Step 1: Mark out the path of your creek, remembering that a meandering stream looks more natural than a straight one.

Step 2. Dig out the ‘creek’. The depth required will depend on the size of the rocks you are using. We excavated to a depth of 350mm.

Step 3. Place the rocks. Put larger rocks along the edge of the dry creek as you would find in nature. Place larger boulders at the point where your creek bends and keep the grain of each rock running in the same direction to achieve a more natural look.

Step 4. Fill in with gravel. Place larger sizes first, then medium and finish with small pea-sized gravel.

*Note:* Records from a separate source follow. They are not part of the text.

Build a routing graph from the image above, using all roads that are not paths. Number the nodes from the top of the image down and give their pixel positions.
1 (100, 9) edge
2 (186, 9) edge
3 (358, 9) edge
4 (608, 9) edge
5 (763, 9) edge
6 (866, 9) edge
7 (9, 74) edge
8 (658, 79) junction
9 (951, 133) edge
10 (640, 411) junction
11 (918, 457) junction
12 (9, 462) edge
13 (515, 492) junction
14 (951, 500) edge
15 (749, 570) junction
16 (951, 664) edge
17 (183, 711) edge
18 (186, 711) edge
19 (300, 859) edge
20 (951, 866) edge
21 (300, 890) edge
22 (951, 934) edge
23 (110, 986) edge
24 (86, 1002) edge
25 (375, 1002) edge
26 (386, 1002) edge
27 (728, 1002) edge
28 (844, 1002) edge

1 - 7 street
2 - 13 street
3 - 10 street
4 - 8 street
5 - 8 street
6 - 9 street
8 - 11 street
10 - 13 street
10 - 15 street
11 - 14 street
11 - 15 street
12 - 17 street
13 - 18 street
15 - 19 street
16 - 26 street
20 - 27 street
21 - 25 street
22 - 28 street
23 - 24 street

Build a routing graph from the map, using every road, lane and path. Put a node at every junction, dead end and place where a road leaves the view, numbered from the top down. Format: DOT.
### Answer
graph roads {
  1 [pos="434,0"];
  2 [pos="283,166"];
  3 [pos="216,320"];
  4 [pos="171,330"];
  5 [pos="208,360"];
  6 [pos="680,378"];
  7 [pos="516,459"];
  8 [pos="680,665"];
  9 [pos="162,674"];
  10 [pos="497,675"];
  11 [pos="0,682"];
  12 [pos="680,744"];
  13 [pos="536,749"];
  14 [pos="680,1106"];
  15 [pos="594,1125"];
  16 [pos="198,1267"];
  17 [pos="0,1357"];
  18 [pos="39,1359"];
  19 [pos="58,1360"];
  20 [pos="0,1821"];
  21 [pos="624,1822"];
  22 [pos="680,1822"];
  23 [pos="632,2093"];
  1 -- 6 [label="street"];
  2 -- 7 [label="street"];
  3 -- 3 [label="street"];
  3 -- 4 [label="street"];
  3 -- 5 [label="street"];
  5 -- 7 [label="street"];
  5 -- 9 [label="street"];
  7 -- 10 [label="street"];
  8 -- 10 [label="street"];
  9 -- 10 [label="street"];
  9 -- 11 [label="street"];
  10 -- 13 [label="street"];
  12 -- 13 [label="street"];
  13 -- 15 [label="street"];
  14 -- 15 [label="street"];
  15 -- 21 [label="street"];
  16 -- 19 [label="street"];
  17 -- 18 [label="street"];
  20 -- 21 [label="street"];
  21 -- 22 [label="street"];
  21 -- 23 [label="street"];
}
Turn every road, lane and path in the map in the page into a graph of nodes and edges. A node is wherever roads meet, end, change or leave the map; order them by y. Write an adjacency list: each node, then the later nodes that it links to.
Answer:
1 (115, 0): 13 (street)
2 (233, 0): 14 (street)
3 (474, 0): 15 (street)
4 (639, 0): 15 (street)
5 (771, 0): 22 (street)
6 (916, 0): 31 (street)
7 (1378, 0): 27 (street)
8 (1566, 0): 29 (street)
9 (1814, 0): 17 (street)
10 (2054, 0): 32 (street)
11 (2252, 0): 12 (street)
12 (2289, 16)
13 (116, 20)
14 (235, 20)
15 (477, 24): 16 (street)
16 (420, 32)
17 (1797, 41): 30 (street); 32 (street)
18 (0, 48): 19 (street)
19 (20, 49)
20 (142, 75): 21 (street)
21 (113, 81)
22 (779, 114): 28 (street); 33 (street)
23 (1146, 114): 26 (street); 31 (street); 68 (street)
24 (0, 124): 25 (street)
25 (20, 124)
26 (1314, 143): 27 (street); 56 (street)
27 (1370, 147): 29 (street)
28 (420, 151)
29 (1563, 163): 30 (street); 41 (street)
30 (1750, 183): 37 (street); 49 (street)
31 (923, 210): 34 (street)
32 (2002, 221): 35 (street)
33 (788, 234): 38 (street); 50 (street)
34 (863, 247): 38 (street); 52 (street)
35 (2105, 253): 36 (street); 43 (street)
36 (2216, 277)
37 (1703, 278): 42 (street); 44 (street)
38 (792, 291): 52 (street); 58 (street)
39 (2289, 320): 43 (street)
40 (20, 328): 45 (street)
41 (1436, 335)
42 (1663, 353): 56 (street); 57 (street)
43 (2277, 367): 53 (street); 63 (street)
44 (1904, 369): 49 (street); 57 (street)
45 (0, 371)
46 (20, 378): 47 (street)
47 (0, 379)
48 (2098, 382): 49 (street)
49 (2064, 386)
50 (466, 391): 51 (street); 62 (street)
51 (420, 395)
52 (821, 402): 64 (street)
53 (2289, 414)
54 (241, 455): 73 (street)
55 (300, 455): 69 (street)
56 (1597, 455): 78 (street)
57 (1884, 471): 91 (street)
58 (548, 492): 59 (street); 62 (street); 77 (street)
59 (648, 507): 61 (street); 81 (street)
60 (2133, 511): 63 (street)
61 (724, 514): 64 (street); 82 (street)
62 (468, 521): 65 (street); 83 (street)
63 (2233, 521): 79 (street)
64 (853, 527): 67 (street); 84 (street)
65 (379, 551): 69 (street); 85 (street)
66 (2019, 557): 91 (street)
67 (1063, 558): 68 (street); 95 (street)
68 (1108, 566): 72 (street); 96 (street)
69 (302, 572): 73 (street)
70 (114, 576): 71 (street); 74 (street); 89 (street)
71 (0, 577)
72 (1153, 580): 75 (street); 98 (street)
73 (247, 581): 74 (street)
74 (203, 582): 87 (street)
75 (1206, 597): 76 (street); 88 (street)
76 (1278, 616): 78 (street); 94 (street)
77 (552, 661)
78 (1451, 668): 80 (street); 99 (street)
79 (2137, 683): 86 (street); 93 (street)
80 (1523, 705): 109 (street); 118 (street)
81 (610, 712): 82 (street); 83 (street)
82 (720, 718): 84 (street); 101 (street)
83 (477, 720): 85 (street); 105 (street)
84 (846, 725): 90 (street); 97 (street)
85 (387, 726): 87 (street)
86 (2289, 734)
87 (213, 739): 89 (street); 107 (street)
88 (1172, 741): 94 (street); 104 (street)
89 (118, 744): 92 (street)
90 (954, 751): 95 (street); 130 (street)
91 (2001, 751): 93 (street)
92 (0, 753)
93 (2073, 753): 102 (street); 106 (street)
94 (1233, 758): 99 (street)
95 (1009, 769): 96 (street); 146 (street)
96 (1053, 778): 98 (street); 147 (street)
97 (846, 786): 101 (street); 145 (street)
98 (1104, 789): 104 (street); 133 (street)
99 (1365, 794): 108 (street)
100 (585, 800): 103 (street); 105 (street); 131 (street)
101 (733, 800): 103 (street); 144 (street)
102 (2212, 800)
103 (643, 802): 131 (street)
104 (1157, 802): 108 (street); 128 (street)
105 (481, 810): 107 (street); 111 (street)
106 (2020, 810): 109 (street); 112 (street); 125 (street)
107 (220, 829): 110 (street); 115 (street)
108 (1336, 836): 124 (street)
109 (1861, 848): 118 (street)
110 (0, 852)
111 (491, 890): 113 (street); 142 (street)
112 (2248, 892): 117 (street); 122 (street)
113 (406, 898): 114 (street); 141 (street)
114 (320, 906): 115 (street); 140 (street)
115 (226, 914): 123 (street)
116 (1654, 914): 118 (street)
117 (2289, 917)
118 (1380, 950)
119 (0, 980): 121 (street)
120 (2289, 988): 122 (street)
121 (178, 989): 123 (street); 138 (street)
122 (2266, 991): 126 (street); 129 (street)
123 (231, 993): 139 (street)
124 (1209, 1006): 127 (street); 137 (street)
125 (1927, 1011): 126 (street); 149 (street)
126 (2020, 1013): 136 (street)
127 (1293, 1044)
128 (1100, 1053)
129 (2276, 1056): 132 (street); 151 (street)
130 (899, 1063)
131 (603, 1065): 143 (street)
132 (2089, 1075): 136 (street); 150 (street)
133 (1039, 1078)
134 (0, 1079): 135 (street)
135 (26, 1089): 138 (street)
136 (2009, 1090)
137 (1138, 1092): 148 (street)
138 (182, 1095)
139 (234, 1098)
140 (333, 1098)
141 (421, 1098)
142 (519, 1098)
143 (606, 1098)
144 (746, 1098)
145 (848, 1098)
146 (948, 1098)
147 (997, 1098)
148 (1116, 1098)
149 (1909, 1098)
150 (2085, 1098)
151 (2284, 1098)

Step 5: Plant grass-like plants and ground covers to soften the edges of the creek bed. Then stagger sizes of shrubs leading back from the ‘creek’.

 

Plant notes: Creek-side natives

Common names: Spiked Emu Bush, Native Fuchsia, Red Rod

Plant name: Eremophila calorhabdos

Description: Red rod is an attractive upright shrub with tightly clustered leaves and profuse tubular reddish-pink flowers. Its upright branches create a useful vertical line.

Size:  Height 1.5m x 0.8m width

Special comments: The main flowering period is from winter to summer with periodic blooms at other times. The flowers attract honeyeaters. Judicious pruning promotes bushy growth. Native to Western Australia and Alice Springs and grows in semi-arid areas. The species name means beautiful wand.

Symbols:

Full sun

Drought hardy

Frost tolerant

 

Common name: Kangaroo lobelia

Plant name: Dampiera diversifolia

Description: A dense ground cover with deep purple/blue flowers in spring and summer. Spreads vigorously along the ground.

Size:  Height 0.3m x 0.7m width

Special comments: This blue is unusual in the garden and makes a stunning combination when planted with flannel flowers, waratah and paper daisy. Can also be grown in a hanging basket and is useful in cottage gardens.

Symbols:

Full sun

Part shade

Moderate water

Good for pots

 

Common name:  Rose Myrtle

Plant name: Archirhodomyrtus beckleri ‘Edna Walling’

Description: An upright, slightly arching shrub, which is smothered in shell-pink, rose-like flowers. Native to the rainforests of NSW.

Size:  Height 2.5m x 1.5m width

Special comments: This delicate flowering shrub makes a good hedge against a fence or a feature within a mixed native garden. Deserves to be more widely grown. Leaves are aromatic when crushed.

Symbols:

Full sun

Part shade

Moderate water

Extra water in summer

Wind protection

Frost resistant

 

Common name:  Leionema ‘Green Screen’

Plant name: Leionema lamprophyllum x L.elatius

Description: A dense screen smothered in white flowers in spring.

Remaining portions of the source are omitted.